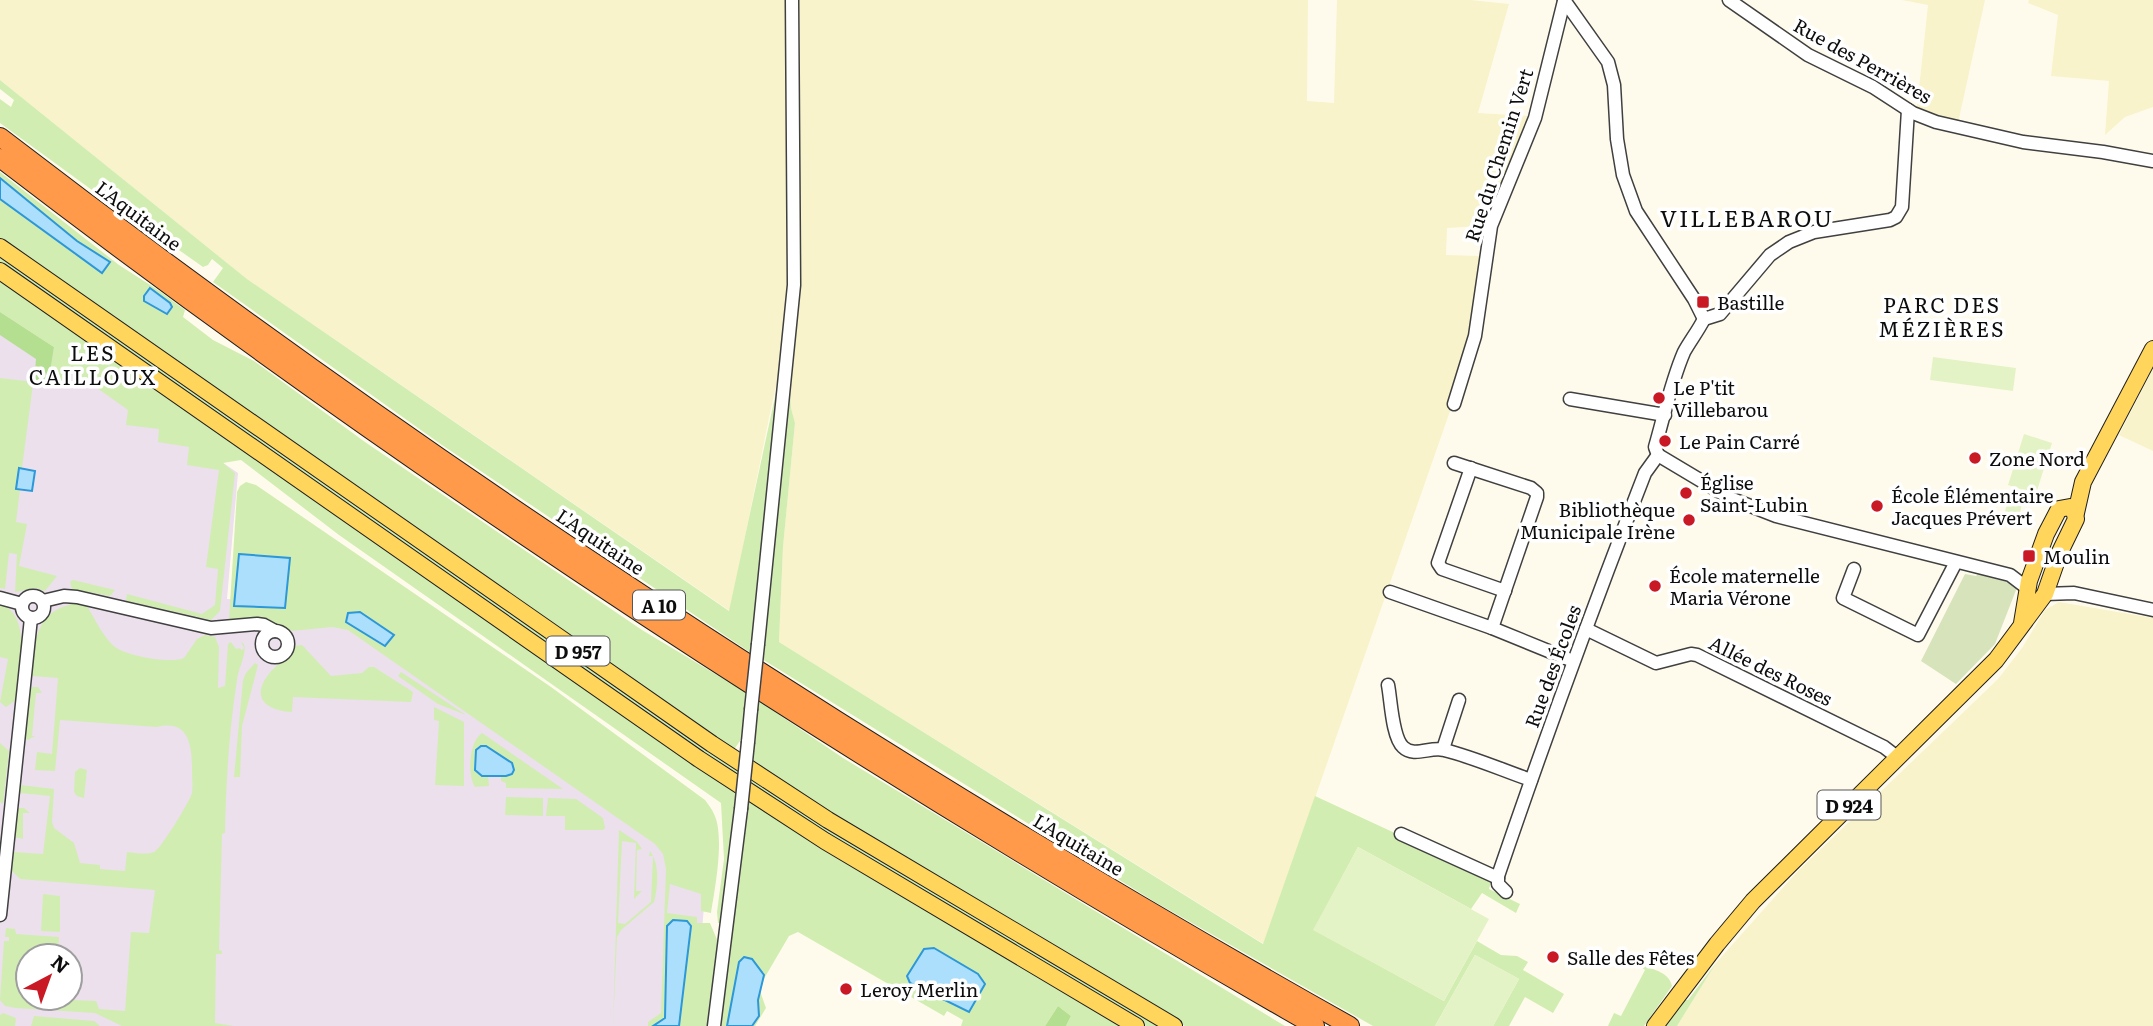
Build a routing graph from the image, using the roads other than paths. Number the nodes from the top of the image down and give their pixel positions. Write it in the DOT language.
graph roads {
  1 [pos="792,0"];
  2 [pos="1564,0"];
  3 [pos="1728,0"];
  4 [pos="1908,110"];
  5 [pos="0,136"];
  6 [pos="0,158"];
  7 [pos="2153,161"];
  8 [pos="0,247"];
  9 [pos="0,271"];
  10 [pos="1704,319"];
  11 [pos="2153,349"];
  12 [pos="1570,399"];
  13 [pos="1454,404"];
  14 [pos="1665,415"];
  15 [pos="1658,455"];
  16 [pos="1454,463"];
  17 [pos="1471,468"];
  18 [pos="2069,510"];
  19 [pos="1956,562"];
  20 [pos="1854,569"];
  21 [pos="2052,578"];
  22 [pos="2035,589"];
  23 [pos="1505,591"];
  24 [pos="1390,593"];
  25 [pos="2074,593"];
  26 [pos="0,598"];
  27 [pos="43,601"];
  28 [pos="22,604"];
  29 [pos="2153,610"];
  30 [pos="31,618"];
  31 [pos="1492,628"];
  32 [pos="1586,629"];
  33 [pos="270,634"];
  34 [pos="1573,662"];
  35 [pos="1388,685"];
  36 [pos="1458,700"];
  37 [pos="1443,749"];
  38 [pos="1897,757"];
  39 [pos="1531,780"];
  40 [pos="1401,834"];
  41 [pos="1498,878"];
  42 [pos="1506,892"];
  43 [pos="0,915"];
  44 [pos="714,1026"];
  45 [pos="1136,1026"];
  46 [pos="1174,1026"];
  47 [pos="1315,1026"];
  48 [pos="1350,1026"];
  49 [pos="1655,1026"];
  1 -- 44 [label="street, bridge"];
  2 -- 10 [label="street"];
  2 -- 13 [label="street, Rue du Chemin Vert"];
  3 -- 4 [label="street, Rue des Perrières"];
  4 -- 7 [label="street, Rue des Perrières"];
  4 -- 10 [label="street"];
  5 -- 48 [label="highway, L'Aquitaine / A 10"];
  6 -- 47 [label="highway, L'Aquitaine / A 10"];
  8 -- 46 [label="main road, D 957"];
  9 -- 45 [label="main road, D 957"];
  10 -- 14 [label="street"];
  11 -- 18 [label="main road, D 924"];
  12 -- 14 [label="street"];
  14 -- 15 [label="street"];
  15 -- 19 [label="street"];
  15 -- 32 [label="street, Rue des Écoles"];
  16 -- 17 [label="street"];
  17 -- 23 [label="street"];
  17 -- 23 [label="street"];
  18 -- 21 [label="main road, D 924"];
  18 -- 22 [label="main road, D 924"];
  19 -- 20 [label="street"];
  19 -- 22 [label="street"];
  21 -- 22 [label="main road, D 924"];
  21 -- 25 [label="street"];
  22 -- 25 [label="street"];
  22 -- 38 [label="main road, D 924"];
  23 -- 31 [label="street"];
  24 -- 31 [label="street"];
  25 -- 29 [label="street"];
  26 -- 28 [label="street"];
  27 -- 28 [label="street"];
  27 -- 30 [label="street"];
  27 -- 33 [label="street"];
  28 -- 30 [label="street"];
  30 -- 43 [label="street"];
  31 -- 34 [label="street"];
  32 -- 34 [label="street, Rue des Écoles"];
  32 -- 38 [label="street, Allée des Roses"];
  34 -- 39 [label="street, Rue des Écoles"];
  35 -- 37 [label="street"];
  36 -- 37 [label="street"];
  37 -- 39 [label="street"];
  38 -- 49 [label="main road, D 924"];
  39 -- 41 [label="street, Rue des Écoles"];
  40 -- 41 [label="street"];
  41 -- 42 [label="street"];
}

Work to complete – Repeat the records above verbatim, dropping the pictures.

Reply –
Build a routing graph from the image, using the roads other than paths. Number the nodes from the top of the image down and give their pixel positions. Write it in the DOT language.
graph roads {
  1 [pos="792,0"];
  2 [pos="1564,0"];
  3 [pos="1728,0"];
  4 [pos="1908,110"];
  5 [pos="0,136"];
  6 [pos="0,158"];
  7 [pos="2153,161"];
  8 [pos="0,247"];
  9 [pos="0,271"];
  10 [pos="1704,319"];
  11 [pos="2153,349"];
  12 [pos="1570,399"];
  13 [pos="1454,404"];
  14 [pos="1665,415"];
  15 [pos="1658,455"];
  16 [pos="1454,463"];
  17 [pos="1471,468"];
  18 [pos="2069,510"];
  19 [pos="1956,562"];
  20 [pos="1854,569"];
  21 [pos="2052,578"];
  22 [pos="2035,589"];
  23 [pos="1505,591"];
  24 [pos="1390,593"];
  25 [pos="2074,593"];
  26 [pos="0,598"];
  27 [pos="43,601"];
  28 [pos="22,604"];
  29 [pos="2153,610"];
  30 [pos="31,618"];
  31 [pos="1492,628"];
  32 [pos="1586,629"];
  33 [pos="270,634"];
  34 [pos="1573,662"];
  35 [pos="1388,685"];
  36 [pos="1458,700"];
  37 [pos="1443,749"];
  38 [pos="1897,757"];
  39 [pos="1531,780"];
  40 [pos="1401,834"];
  41 [pos="1498,878"];
  42 [pos="1506,892"];
  43 [pos="0,915"];
  44 [pos="714,1026"];
  45 [pos="1136,1026"];
  46 [pos="1174,1026"];
  47 [pos="1315,1026"];
  48 [pos="1350,1026"];
  49 [pos="1655,1026"];
  1 -- 44 [label="street, bridge"];
  2 -- 10 [label="street"];
  2 -- 13 [label="street, Rue du Chemin Vert"];
  3 -- 4 [label="street, Rue des Perrières"];
  4 -- 7 [label="street, Rue des Perrières"];
  4 -- 10 [label="street"];
  5 -- 48 [label="highway, L'Aquitaine / A 10"];
  6 -- 47 [label="highway, L'Aquitaine / A 10"];
  8 -- 46 [label="main road, D 957"];
  9 -- 45 [label="main road, D 957"];
  10 -- 14 [label="street"];
  11 -- 18 [label="main road, D 924"];
  12 -- 14 [label="street"];
  14 -- 15 [label="street"];
  15 -- 19 [label="street"];
  15 -- 32 [label="street, Rue des Écoles"];
  16 -- 17 [label="street"];
  17 -- 23 [label="street"];
  17 -- 23 [label="street"];
  18 -- 21 [label="main road, D 924"];
  18 -- 22 [label="main road, D 924"];
  19 -- 20 [label="street"];
  19 -- 22 [label="street"];
  21 -- 22 [label="main road, D 924"];
  21 -- 25 [label="street"];
  22 -- 25 [label="street"];
  22 -- 38 [label="main road, D 924"];
  23 -- 31 [label="street"];
  24 -- 31 [label="street"];
  25 -- 29 [label="street"];
  26 -- 28 [label="street"];
  27 -- 28 [label="street"];
  27 -- 30 [label="street"];
  27 -- 33 [label="street"];
  28 -- 30 [label="street"];
  30 -- 43 [label="street"];
  31 -- 34 [label="street"];
  32 -- 34 [label="street, Rue des Écoles"];
  32 -- 38 [label="street, Allée des Roses"];
  34 -- 39 [label="street, Rue des Écoles"];
  35 -- 37 [label="street"];
  36 -- 37 [label="street"];
  37 -- 39 [label="street"];
  38 -- 49 [label="main road, D 924"];
  39 -- 41 [label="street, Rue des Écoles"];
  40 -- 41 [label="street"];
  41 -- 42 [label="street"];
}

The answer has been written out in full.